» About this exercise
Leaving out the images, please output every entry exactly as it appears.

» Dataset excerpts
┄┄┄┄┄┄┄┄┄┄┄┄┄┄┄┄┄┄┄┄

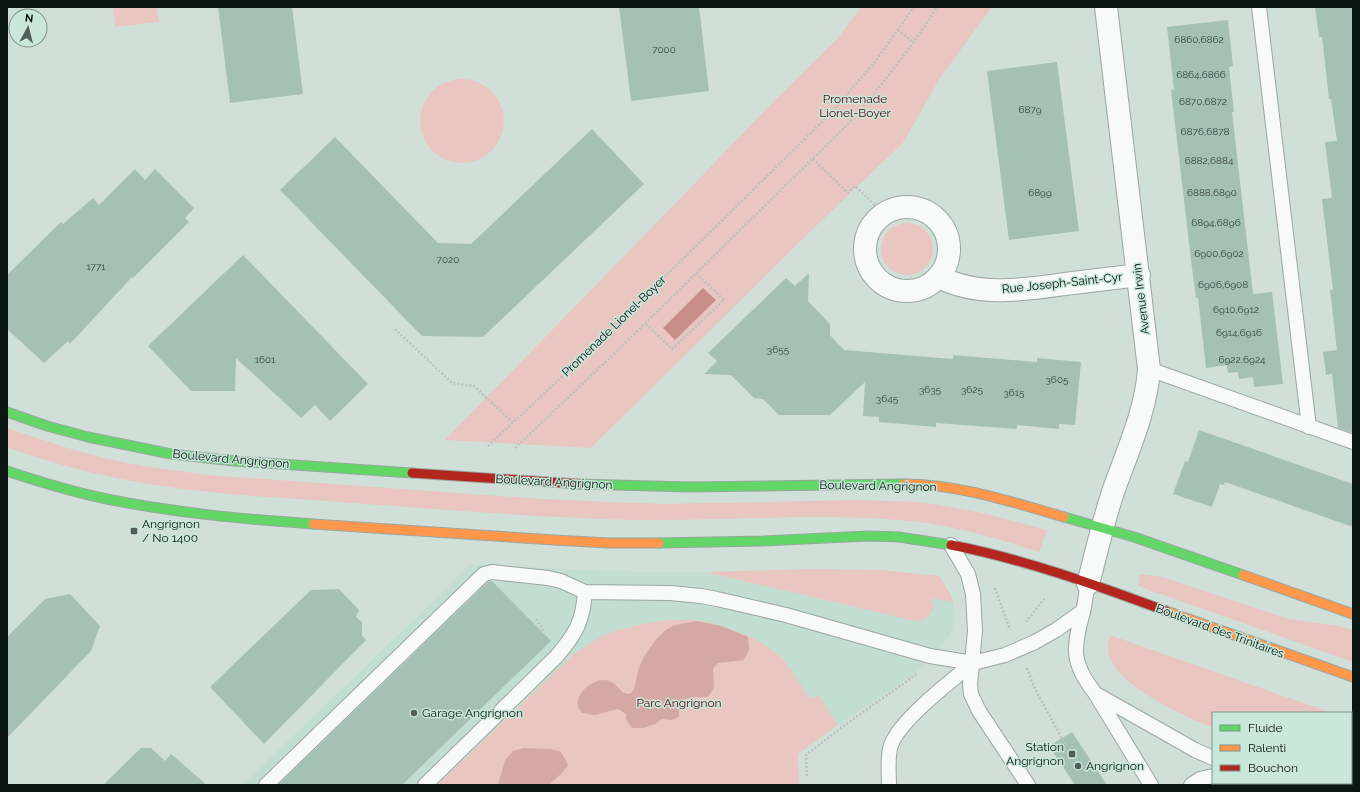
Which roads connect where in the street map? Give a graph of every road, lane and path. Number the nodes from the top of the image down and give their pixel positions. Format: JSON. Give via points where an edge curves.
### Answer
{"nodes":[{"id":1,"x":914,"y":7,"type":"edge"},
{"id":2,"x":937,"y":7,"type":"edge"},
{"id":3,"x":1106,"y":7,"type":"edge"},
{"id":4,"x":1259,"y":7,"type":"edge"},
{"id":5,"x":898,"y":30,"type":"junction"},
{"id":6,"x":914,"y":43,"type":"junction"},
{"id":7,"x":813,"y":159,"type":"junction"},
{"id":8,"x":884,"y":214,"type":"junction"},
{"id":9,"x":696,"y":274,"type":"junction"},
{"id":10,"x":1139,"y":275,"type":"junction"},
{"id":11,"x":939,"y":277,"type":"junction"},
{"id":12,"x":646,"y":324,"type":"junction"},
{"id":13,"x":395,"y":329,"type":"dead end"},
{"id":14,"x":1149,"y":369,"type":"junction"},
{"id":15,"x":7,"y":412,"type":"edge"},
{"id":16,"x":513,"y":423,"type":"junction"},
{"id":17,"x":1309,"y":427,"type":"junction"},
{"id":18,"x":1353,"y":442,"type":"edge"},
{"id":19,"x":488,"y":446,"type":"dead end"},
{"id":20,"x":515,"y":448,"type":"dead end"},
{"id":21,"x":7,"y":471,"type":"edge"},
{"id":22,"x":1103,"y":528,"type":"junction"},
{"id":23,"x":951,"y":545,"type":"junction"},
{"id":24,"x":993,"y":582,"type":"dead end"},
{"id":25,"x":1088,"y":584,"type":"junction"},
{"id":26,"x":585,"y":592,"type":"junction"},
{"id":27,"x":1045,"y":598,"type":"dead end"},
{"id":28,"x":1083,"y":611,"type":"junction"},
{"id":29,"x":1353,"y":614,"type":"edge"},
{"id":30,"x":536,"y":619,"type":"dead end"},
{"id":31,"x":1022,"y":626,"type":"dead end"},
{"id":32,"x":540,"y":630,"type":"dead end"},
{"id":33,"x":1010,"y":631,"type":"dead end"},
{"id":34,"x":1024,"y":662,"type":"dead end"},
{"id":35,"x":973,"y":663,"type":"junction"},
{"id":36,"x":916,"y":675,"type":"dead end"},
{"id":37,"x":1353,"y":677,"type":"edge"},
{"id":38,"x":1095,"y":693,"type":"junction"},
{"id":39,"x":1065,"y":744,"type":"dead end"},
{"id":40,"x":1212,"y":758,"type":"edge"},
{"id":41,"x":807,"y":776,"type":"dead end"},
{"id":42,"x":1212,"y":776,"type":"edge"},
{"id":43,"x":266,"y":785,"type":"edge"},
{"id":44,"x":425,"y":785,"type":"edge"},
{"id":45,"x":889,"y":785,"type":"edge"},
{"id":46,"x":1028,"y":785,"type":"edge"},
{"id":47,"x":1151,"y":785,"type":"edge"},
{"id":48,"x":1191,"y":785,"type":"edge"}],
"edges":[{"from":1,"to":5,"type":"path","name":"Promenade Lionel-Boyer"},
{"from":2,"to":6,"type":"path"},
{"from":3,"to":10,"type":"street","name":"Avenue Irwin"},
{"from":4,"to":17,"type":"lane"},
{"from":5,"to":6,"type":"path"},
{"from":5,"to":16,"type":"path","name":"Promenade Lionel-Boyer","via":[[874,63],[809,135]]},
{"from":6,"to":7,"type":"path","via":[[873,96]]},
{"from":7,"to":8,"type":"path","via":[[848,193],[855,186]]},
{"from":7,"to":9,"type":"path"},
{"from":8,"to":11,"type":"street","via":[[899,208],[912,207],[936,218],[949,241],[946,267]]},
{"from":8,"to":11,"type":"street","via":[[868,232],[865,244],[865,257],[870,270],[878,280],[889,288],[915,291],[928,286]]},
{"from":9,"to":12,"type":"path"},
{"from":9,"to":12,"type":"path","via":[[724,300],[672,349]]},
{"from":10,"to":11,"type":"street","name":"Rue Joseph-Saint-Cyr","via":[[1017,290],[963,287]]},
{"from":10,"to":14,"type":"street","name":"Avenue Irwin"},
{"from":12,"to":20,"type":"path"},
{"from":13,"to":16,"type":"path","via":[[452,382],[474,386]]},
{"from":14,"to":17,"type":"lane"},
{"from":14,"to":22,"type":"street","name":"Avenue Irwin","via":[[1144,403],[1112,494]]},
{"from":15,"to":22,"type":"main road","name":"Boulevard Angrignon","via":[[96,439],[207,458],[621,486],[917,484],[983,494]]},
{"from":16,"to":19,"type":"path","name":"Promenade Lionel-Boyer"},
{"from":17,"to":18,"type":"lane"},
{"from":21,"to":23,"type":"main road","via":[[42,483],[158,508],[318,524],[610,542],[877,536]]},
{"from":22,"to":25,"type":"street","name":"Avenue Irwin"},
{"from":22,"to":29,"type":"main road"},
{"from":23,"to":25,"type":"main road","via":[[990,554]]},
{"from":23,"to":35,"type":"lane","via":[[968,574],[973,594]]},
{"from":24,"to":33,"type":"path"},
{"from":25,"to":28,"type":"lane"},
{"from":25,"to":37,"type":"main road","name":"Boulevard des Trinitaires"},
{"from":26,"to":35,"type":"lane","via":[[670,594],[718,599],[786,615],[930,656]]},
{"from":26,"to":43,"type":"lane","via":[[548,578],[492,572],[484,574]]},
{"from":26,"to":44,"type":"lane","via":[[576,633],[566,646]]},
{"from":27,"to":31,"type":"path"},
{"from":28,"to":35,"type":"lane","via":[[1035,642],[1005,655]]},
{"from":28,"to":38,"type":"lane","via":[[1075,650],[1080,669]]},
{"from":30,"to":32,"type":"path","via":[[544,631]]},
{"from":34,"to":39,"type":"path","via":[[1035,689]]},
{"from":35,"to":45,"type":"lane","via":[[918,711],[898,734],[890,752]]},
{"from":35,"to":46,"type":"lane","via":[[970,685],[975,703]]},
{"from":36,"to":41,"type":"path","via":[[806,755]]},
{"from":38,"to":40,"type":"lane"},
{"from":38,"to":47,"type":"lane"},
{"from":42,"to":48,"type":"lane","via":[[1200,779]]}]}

┄┄┄┄┄┄┄┄┄┄┄┄┄┄┄┄┄┄┄┄

» Solution to the problem
Which roads connect where in the street map? Give a graph of every road, lane and path. Number the nodes from the top of the image down and give their pixel positions. Format: JSON. Give via points where an edge curves.
### Answer
{"nodes":[{"id":1,"x":914,"y":7,"type":"edge"},
{"id":2,"x":937,"y":7,"type":"edge"},
{"id":3,"x":1106,"y":7,"type":"edge"},
{"id":4,"x":1259,"y":7,"type":"edge"},
{"id":5,"x":898,"y":30,"type":"junction"},
{"id":6,"x":914,"y":43,"type":"junction"},
{"id":7,"x":813,"y":159,"type":"junction"},
{"id":8,"x":884,"y":214,"type":"junction"},
{"id":9,"x":696,"y":274,"type":"junction"},
{"id":10,"x":1139,"y":275,"type":"junction"},
{"id":11,"x":939,"y":277,"type":"junction"},
{"id":12,"x":646,"y":324,"type":"junction"},
{"id":13,"x":395,"y":329,"type":"dead end"},
{"id":14,"x":1149,"y":369,"type":"junction"},
{"id":15,"x":7,"y":412,"type":"edge"},
{"id":16,"x":513,"y":423,"type":"junction"},
{"id":17,"x":1309,"y":427,"type":"junction"},
{"id":18,"x":1353,"y":442,"type":"edge"},
{"id":19,"x":488,"y":446,"type":"dead end"},
{"id":20,"x":515,"y":448,"type":"dead end"},
{"id":21,"x":7,"y":471,"type":"edge"},
{"id":22,"x":1103,"y":528,"type":"junction"},
{"id":23,"x":951,"y":545,"type":"junction"},
{"id":24,"x":993,"y":582,"type":"dead end"},
{"id":25,"x":1088,"y":584,"type":"junction"},
{"id":26,"x":585,"y":592,"type":"junction"},
{"id":27,"x":1045,"y":598,"type":"dead end"},
{"id":28,"x":1083,"y":611,"type":"junction"},
{"id":29,"x":1353,"y":614,"type":"edge"},
{"id":30,"x":536,"y":619,"type":"dead end"},
{"id":31,"x":1022,"y":626,"type":"dead end"},
{"id":32,"x":540,"y":630,"type":"dead end"},
{"id":33,"x":1010,"y":631,"type":"dead end"},
{"id":34,"x":1024,"y":662,"type":"dead end"},
{"id":35,"x":973,"y":663,"type":"junction"},
{"id":36,"x":916,"y":675,"type":"dead end"},
{"id":37,"x":1353,"y":677,"type":"edge"},
{"id":38,"x":1095,"y":693,"type":"junction"},
{"id":39,"x":1065,"y":744,"type":"dead end"},
{"id":40,"x":1212,"y":758,"type":"edge"},
{"id":41,"x":807,"y":776,"type":"dead end"},
{"id":42,"x":1212,"y":776,"type":"edge"},
{"id":43,"x":266,"y":785,"type":"edge"},
{"id":44,"x":425,"y":785,"type":"edge"},
{"id":45,"x":889,"y":785,"type":"edge"},
{"id":46,"x":1028,"y":785,"type":"edge"},
{"id":47,"x":1151,"y":785,"type":"edge"},
{"id":48,"x":1191,"y":785,"type":"edge"}],
"edges":[{"from":1,"to":5,"type":"path","name":"Promenade Lionel-Boyer"},
{"from":2,"to":6,"type":"path"},
{"from":3,"to":10,"type":"street","name":"Avenue Irwin"},
{"from":4,"to":17,"type":"lane"},
{"from":5,"to":6,"type":"path"},
{"from":5,"to":16,"type":"path","name":"Promenade Lionel-Boyer","via":[[874,63],[809,135]]},
{"from":6,"to":7,"type":"path","via":[[873,96]]},
{"from":7,"to":8,"type":"path","via":[[848,193],[855,186]]},
{"from":7,"to":9,"type":"path"},
{"from":8,"to":11,"type":"street","via":[[899,208],[912,207],[936,218],[949,241],[946,267]]},
{"from":8,"to":11,"type":"street","via":[[868,232],[865,244],[865,257],[870,270],[878,280],[889,288],[915,291],[928,286]]},
{"from":9,"to":12,"type":"path"},
{"from":9,"to":12,"type":"path","via":[[724,300],[672,349]]},
{"from":10,"to":11,"type":"street","name":"Rue Joseph-Saint-Cyr","via":[[1017,290],[963,287]]},
{"from":10,"to":14,"type":"street","name":"Avenue Irwin"},
{"from":12,"to":20,"type":"path"},
{"from":13,"to":16,"type":"path","via":[[452,382],[474,386]]},
{"from":14,"to":17,"type":"lane"},
{"from":14,"to":22,"type":"street","name":"Avenue Irwin","via":[[1144,403],[1112,494]]},
{"from":15,"to":22,"type":"main road","name":"Boulevard Angrignon","via":[[96,439],[207,458],[621,486],[917,484],[983,494]]},
{"from":16,"to":19,"type":"path","name":"Promenade Lionel-Boyer"},
{"from":17,"to":18,"type":"lane"},
{"from":21,"to":23,"type":"main road","via":[[42,483],[158,508],[318,524],[610,542],[877,536]]},
{"from":22,"to":25,"type":"street","name":"Avenue Irwin"},
{"from":22,"to":29,"type":"main road"},
{"from":23,"to":25,"type":"main road","via":[[990,554]]},
{"from":23,"to":35,"type":"lane","via":[[968,574],[973,594]]},
{"from":24,"to":33,"type":"path"},
{"from":25,"to":28,"type":"lane"},
{"from":25,"to":37,"type":"main road","name":"Boulevard des Trinitaires"},
{"from":26,"to":35,"type":"lane","via":[[670,594],[718,599],[786,615],[930,656]]},
{"from":26,"to":43,"type":"lane","via":[[548,578],[492,572],[484,574]]},
{"from":26,"to":44,"type":"lane","via":[[576,633],[566,646]]},
{"from":27,"to":31,"type":"path"},
{"from":28,"to":35,"type":"lane","via":[[1035,642],[1005,655]]},
{"from":28,"to":38,"type":"lane","via":[[1075,650],[1080,669]]},
{"from":30,"to":32,"type":"path","via":[[544,631]]},
{"from":34,"to":39,"type":"path","via":[[1035,689]]},
{"from":35,"to":45,"type":"lane","via":[[918,711],[898,734],[890,752]]},
{"from":35,"to":46,"type":"lane","via":[[970,685],[975,703]]},
{"from":36,"to":41,"type":"path","via":[[806,755]]},
{"from":38,"to":40,"type":"lane"},
{"from":38,"to":47,"type":"lane"},
{"from":42,"to":48,"type":"lane","via":[[1200,779]]}]}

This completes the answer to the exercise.